Assignment -> This exercise calls for every line of the data below with the string "them" in it.

----------------------------------------

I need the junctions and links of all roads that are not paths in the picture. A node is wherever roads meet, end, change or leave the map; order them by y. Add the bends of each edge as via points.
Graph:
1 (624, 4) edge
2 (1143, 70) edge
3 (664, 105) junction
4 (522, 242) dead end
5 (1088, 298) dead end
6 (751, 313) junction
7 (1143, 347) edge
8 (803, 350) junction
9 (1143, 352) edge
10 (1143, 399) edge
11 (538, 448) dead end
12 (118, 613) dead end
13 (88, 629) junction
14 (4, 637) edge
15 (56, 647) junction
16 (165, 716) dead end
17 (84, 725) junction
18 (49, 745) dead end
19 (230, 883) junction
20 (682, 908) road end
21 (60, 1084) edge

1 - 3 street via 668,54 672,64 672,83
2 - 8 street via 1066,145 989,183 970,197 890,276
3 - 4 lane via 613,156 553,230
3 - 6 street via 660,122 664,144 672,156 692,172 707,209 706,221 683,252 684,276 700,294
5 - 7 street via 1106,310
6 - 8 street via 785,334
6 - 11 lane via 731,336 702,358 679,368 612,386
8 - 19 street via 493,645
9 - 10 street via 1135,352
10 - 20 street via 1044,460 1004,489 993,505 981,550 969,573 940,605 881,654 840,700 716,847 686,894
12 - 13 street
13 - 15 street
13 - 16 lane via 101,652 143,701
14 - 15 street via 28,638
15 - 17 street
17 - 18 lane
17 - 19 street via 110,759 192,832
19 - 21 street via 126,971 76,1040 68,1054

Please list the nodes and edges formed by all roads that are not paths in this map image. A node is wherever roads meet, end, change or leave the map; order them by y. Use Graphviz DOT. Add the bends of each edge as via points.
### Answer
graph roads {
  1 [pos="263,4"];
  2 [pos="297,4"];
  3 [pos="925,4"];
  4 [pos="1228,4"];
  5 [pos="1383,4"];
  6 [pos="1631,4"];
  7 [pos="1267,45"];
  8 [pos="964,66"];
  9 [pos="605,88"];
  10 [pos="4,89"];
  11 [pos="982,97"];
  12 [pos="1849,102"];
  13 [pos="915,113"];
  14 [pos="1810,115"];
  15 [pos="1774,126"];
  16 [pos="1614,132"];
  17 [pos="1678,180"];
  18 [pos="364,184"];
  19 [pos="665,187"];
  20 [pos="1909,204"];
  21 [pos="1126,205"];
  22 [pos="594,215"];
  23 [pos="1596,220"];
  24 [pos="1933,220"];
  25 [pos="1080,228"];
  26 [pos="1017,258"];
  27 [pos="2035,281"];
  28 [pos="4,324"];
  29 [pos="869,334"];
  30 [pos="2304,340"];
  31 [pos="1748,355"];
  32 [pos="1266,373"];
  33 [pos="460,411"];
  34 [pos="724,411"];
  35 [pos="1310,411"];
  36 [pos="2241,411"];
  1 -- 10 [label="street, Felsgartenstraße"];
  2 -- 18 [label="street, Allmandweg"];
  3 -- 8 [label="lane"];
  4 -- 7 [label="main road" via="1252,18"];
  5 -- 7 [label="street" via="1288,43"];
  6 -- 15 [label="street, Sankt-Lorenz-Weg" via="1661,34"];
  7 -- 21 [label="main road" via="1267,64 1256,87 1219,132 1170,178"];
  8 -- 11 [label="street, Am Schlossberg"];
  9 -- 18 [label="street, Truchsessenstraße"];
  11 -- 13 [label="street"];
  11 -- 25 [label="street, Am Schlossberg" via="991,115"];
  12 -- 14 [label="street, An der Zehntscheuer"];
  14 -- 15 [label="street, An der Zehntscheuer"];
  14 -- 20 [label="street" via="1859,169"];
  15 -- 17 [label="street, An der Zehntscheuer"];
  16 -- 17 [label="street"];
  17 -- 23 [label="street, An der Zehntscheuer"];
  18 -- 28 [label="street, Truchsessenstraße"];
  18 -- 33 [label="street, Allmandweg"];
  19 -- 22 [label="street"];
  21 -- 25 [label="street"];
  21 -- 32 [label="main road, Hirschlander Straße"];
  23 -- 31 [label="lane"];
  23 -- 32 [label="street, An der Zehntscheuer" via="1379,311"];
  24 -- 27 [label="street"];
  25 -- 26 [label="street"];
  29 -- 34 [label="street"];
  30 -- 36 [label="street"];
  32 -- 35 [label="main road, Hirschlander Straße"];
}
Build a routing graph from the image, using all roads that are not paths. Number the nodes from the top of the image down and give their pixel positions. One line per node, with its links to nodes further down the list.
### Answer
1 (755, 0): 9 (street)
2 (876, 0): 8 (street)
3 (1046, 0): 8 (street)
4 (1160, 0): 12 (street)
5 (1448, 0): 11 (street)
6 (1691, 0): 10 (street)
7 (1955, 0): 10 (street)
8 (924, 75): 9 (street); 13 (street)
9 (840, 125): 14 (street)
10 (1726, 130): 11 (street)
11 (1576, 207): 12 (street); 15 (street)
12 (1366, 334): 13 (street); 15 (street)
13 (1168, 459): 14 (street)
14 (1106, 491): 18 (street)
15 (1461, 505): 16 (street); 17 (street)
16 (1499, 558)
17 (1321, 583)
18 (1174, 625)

----------------------------------------

Response below ->
I need the junctions and links of all roads that are not paths in the picture. A node is wherever roads meet, end, change or leave the map; order them by y. Add the bends of each edge as via points.
Please list the nodes and edges formed by all roads that are not paths in this map image. A node is wherever roads meet, end, change or leave the map; order them by y. Use Graphviz DOT. Add the bends of each edge as via points.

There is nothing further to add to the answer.